▶ **YOUR INSTRUCTIONS**
Please read the records below and return each line holding the string "mouth".

--------------------------------------------------

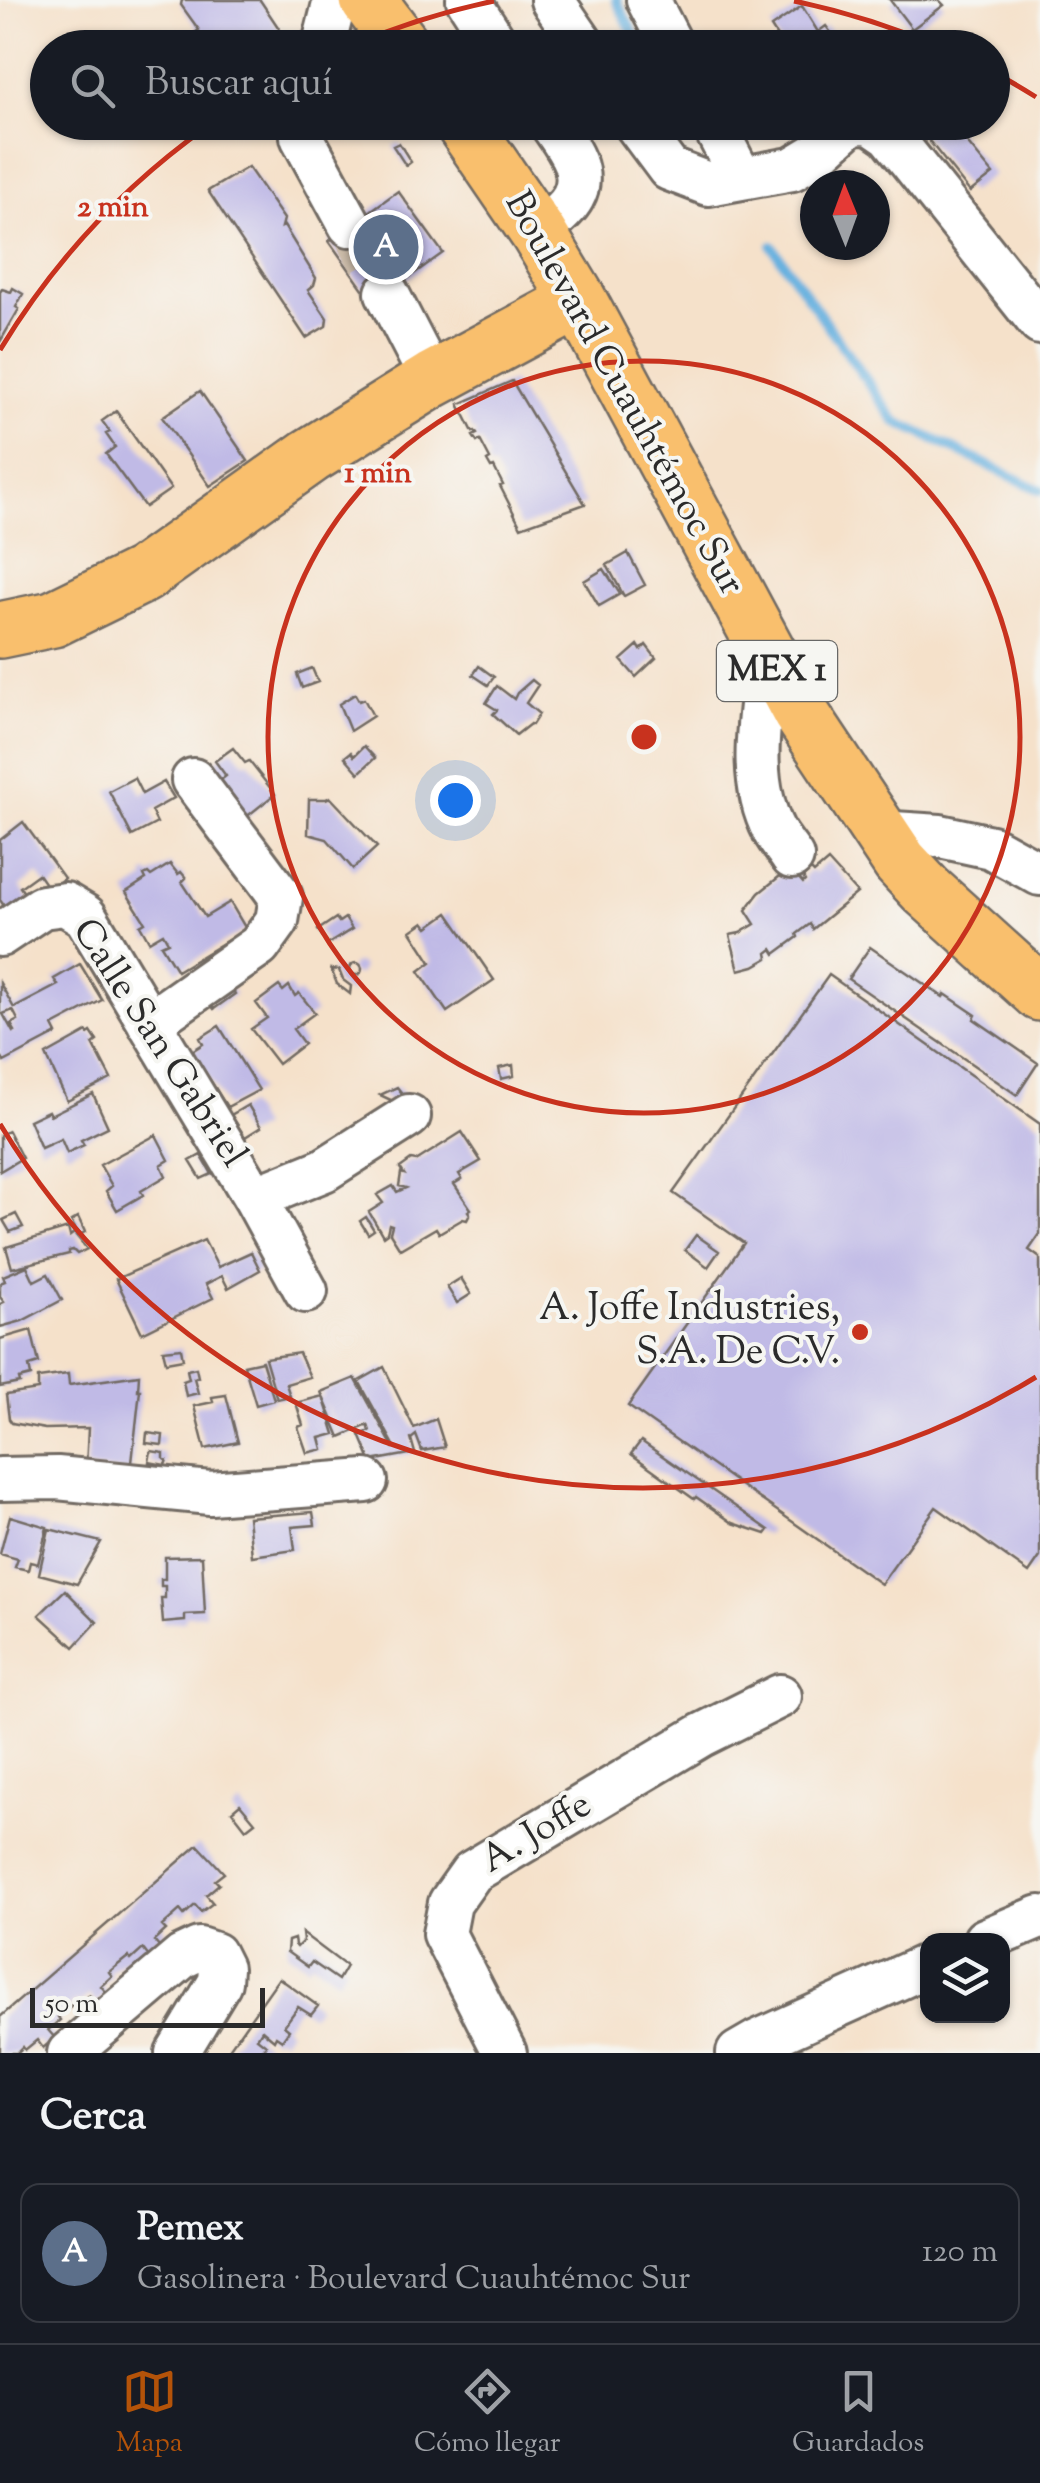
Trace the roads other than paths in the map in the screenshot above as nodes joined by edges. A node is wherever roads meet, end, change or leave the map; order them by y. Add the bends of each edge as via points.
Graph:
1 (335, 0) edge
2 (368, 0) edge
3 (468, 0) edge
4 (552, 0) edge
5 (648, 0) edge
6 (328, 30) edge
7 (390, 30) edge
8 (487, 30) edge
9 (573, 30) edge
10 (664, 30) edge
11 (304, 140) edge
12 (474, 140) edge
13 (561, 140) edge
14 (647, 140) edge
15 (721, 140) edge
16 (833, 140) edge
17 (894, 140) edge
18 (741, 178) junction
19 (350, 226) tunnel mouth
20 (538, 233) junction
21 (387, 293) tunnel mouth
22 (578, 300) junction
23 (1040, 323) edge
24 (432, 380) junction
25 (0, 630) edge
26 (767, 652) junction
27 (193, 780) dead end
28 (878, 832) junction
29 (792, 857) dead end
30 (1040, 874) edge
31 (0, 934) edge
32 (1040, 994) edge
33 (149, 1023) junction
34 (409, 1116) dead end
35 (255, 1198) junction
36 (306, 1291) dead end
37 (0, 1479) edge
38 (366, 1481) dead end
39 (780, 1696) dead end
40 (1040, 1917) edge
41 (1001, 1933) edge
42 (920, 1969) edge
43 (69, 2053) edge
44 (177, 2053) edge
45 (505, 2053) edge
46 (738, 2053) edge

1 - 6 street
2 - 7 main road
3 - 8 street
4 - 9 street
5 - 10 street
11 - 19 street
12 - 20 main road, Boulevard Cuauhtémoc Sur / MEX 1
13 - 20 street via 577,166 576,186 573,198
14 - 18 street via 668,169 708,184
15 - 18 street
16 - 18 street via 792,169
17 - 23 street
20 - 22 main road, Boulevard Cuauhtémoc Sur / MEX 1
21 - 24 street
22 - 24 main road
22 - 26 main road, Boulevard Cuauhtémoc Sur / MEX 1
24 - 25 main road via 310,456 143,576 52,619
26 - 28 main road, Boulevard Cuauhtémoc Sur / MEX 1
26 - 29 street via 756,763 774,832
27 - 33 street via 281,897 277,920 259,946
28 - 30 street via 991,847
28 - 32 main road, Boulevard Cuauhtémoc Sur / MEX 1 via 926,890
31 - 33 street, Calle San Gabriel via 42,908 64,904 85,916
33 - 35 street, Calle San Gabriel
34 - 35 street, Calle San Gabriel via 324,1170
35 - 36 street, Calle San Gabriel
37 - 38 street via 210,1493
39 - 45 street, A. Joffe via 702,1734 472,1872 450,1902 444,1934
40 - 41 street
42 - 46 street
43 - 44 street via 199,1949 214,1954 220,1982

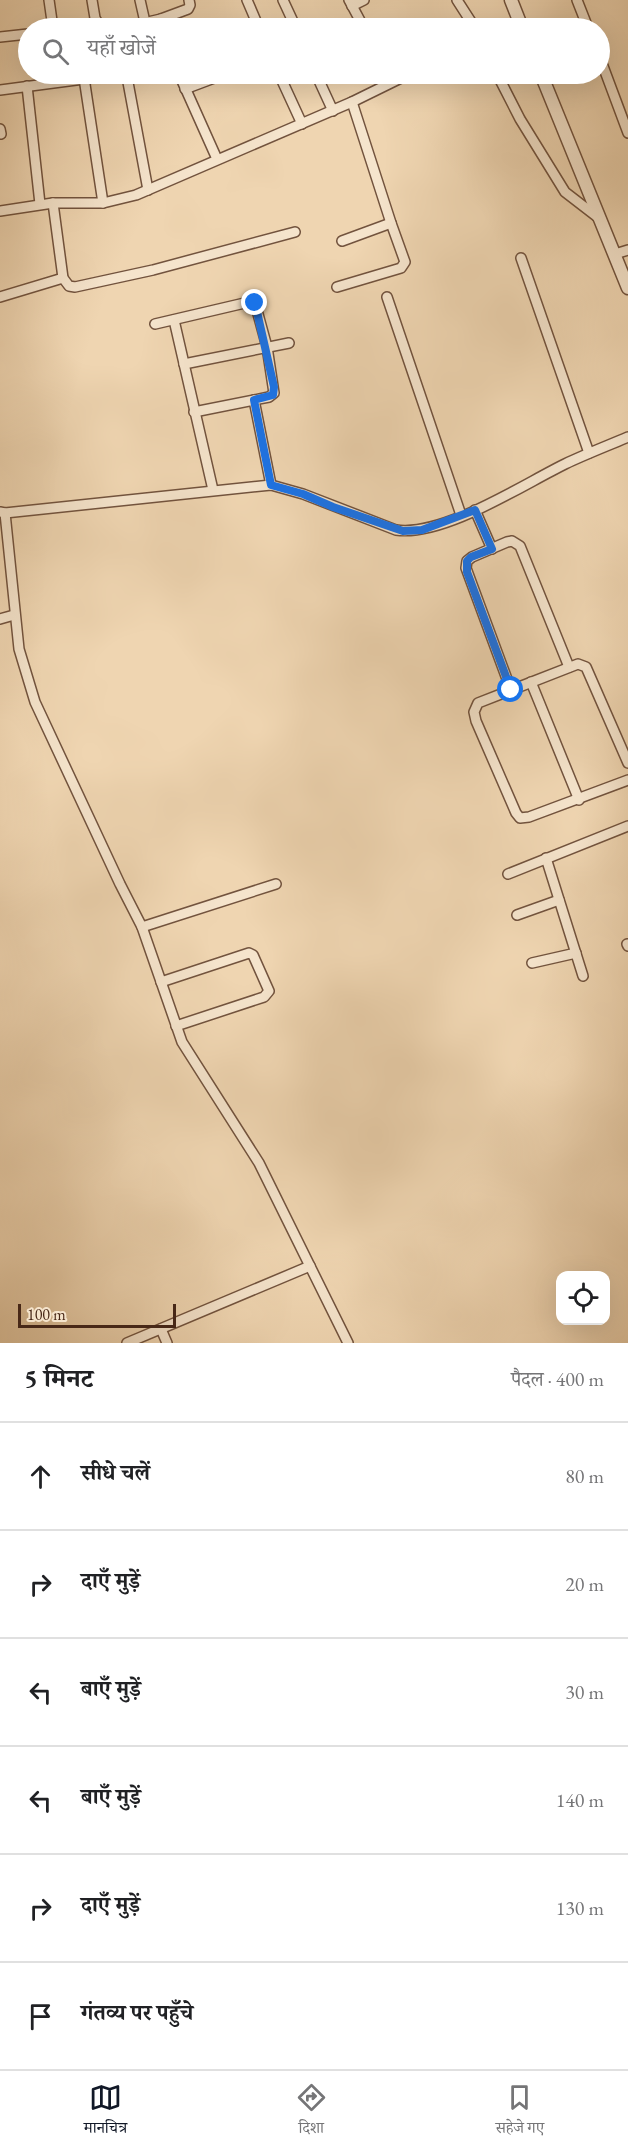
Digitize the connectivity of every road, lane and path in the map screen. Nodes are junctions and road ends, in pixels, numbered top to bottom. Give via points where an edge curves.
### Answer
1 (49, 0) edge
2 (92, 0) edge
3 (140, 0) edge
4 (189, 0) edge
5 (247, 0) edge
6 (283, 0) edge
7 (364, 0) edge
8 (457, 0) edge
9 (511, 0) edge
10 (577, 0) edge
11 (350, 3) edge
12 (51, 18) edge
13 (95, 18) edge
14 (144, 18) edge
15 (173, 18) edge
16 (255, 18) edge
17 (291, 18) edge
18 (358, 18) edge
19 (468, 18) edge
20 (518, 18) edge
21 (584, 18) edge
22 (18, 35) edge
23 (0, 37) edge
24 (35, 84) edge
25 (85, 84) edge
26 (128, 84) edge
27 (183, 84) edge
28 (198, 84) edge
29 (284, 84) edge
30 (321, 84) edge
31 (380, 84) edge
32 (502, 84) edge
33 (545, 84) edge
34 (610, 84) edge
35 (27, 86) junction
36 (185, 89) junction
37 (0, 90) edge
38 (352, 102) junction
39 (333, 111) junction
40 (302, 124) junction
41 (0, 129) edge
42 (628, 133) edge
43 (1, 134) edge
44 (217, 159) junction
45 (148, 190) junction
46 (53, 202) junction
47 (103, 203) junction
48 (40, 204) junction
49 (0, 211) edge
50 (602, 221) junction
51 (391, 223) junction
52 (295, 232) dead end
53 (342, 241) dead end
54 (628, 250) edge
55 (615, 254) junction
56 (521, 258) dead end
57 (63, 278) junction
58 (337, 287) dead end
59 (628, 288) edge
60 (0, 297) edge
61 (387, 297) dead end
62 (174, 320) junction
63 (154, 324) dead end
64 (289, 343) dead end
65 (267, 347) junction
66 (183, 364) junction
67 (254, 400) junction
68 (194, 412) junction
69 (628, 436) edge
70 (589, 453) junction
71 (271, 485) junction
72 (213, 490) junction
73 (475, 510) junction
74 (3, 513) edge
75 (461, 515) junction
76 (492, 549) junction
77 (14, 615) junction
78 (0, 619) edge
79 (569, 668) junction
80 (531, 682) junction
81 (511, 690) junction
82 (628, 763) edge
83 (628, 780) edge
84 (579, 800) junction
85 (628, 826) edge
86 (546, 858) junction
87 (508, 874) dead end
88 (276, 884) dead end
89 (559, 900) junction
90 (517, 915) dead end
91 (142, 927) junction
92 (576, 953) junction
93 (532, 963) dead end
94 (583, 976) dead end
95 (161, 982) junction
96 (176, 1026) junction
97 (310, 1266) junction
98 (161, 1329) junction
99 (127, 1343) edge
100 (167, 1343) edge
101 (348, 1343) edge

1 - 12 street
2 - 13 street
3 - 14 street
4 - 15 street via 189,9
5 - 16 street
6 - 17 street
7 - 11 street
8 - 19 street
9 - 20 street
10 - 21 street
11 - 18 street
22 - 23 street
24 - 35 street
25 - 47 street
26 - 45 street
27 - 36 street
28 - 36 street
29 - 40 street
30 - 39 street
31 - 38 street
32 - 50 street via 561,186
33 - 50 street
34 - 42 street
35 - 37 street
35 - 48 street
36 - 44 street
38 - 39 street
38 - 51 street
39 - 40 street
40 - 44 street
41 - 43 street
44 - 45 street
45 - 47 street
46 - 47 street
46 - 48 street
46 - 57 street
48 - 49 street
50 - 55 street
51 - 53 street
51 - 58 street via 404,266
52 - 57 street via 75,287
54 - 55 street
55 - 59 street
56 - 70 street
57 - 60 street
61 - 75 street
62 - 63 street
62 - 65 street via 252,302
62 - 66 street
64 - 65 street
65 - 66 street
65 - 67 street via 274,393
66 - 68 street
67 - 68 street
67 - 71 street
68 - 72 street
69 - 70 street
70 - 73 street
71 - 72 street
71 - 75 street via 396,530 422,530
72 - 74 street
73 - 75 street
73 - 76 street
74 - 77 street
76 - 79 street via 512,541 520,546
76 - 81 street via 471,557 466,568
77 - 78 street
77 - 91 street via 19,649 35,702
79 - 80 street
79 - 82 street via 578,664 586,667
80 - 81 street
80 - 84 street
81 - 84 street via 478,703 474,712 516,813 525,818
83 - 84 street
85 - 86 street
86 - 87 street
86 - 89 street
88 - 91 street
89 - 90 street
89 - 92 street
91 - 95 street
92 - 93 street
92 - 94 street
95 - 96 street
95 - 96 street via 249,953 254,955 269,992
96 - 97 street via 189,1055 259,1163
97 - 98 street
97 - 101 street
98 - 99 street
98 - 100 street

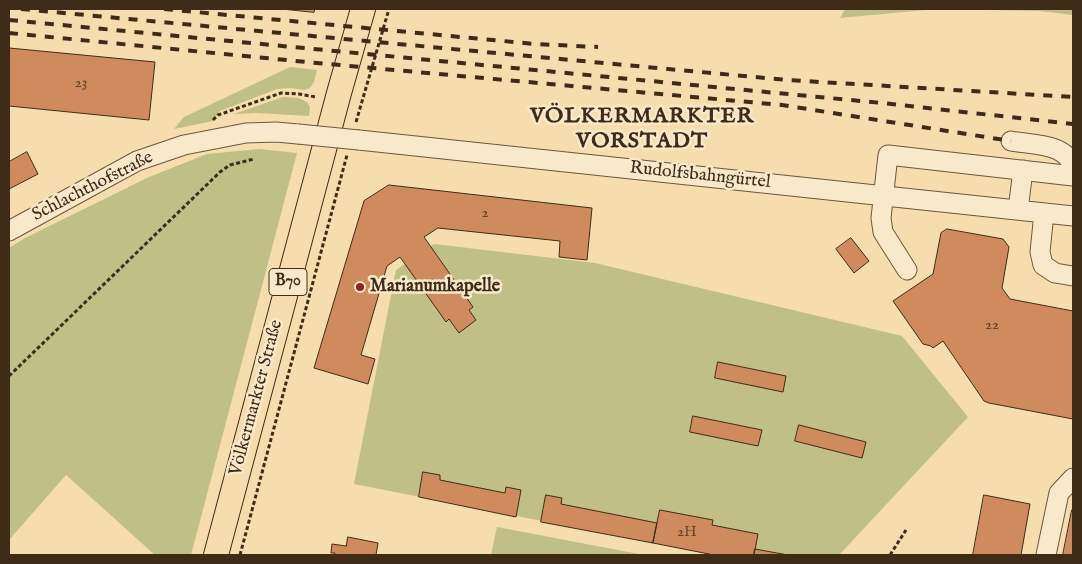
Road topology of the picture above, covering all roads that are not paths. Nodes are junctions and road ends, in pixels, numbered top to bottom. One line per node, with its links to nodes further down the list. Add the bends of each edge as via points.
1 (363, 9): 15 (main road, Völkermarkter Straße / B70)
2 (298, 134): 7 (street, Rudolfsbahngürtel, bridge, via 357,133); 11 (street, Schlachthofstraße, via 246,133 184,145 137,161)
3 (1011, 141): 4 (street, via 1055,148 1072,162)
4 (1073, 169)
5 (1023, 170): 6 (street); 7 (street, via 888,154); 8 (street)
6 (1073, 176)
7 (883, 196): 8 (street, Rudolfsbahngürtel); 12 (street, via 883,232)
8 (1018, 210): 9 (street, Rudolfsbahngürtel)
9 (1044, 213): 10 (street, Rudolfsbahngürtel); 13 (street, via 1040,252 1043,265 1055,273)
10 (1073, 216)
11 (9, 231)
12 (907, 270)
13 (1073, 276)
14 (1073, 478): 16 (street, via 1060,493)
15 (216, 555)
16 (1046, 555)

--------------------------------------------------

▶ **RESPONSE BOX**
19 (350, 226) tunnel mouth
21 (387, 293) tunnel mouth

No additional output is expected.